Stored data:
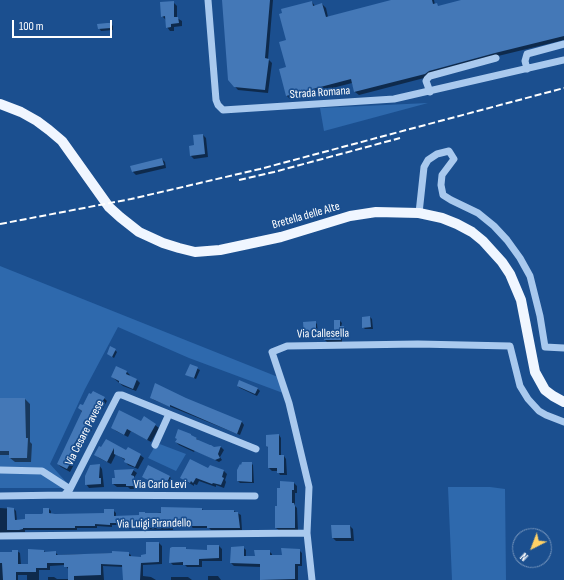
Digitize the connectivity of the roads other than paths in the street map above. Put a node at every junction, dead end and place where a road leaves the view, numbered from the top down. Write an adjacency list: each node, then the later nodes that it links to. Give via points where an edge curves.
1 (208, 0): 6 (street, Strada Romana, via 216,100 223,110 394,99)
2 (564, 44): 5 (street, via 527,54)
3 (496, 58): 6 (street, via 430,76 426,81)
4 (564, 60): 5 (street, Strada Romana)
5 (527, 69): 6 (street, Strada Romana)
6 (430, 92)
7 (0, 104): 8 (main road, Bretella delle Alte, via 21,112 62,141 109,206 139,232 163,243 195,252 220,250 281,237 350,216 376,212)
8 (419, 213): 9 (street, via 424,167 436,154 449,152 454,159 442,175 444,195 478,213 516,251 528,271 540,316 545,348); 10 (main road, Bretella delle Alte, via 442,218 472,232 502,262 521,300 535,372 545,390)
9 (564, 348)
10 (564, 402)
11 (169, 414): 13 (street); 14 (street, Via Cesare Pavese); 16 (street, Via Cesare Pavese, via 118,395)
12 (564, 422): 20 (street, Via Callesella, via 539,411 528,399 520,386 510,346 363,344 278,348 272,352 289,403 309,487)
13 (155, 445)
14 (256, 449)
15 (0, 470): 16 (street, via 42,471)
16 (70, 489): 17 (street)
17 (64, 495): 18 (street, Via Carlo Levi); 19 (street, Via Carlo Levi)
18 (0, 496)
19 (255, 496)
20 (307, 533): 21 (street, Via Luigi Pirandello); 22 (street, Via Callesella)
21 (0, 536)
22 (312, 580)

*Task statement:* Restate every line above word for word. Do not carry over the images.

*Result below:*
Digitize the connectivity of the roads other than paths in the street map above. Put a node at every junction, dead end and place where a road leaves the view, numbered from the top down. Write an adjacency list: each node, then the later nodes that it links to. Give via points where an edge curves.
1 (208, 0): 6 (street, Strada Romana, via 216,100 223,110 394,99)
2 (564, 44): 5 (street, via 527,54)
3 (496, 58): 6 (street, via 430,76 426,81)
4 (564, 60): 5 (street, Strada Romana)
5 (527, 69): 6 (street, Strada Romana)
6 (430, 92)
7 (0, 104): 8 (main road, Bretella delle Alte, via 21,112 62,141 109,206 139,232 163,243 195,252 220,250 281,237 350,216 376,212)
8 (419, 213): 9 (street, via 424,167 436,154 449,152 454,159 442,175 444,195 478,213 516,251 528,271 540,316 545,348); 10 (main road, Bretella delle Alte, via 442,218 472,232 502,262 521,300 535,372 545,390)
9 (564, 348)
10 (564, 402)
11 (169, 414): 13 (street); 14 (street, Via Cesare Pavese); 16 (street, Via Cesare Pavese, via 118,395)
12 (564, 422): 20 (street, Via Callesella, via 539,411 528,399 520,386 510,346 363,344 278,348 272,352 289,403 309,487)
13 (155, 445)
14 (256, 449)
15 (0, 470): 16 (street, via 42,471)
16 (70, 489): 17 (street)
17 (64, 495): 18 (street, Via Carlo Levi); 19 (street, Via Carlo Levi)
18 (0, 496)
19 (255, 496)
20 (307, 533): 21 (street, Via Luigi Pirandello); 22 (street, Via Callesella)
21 (0, 536)
22 (312, 580)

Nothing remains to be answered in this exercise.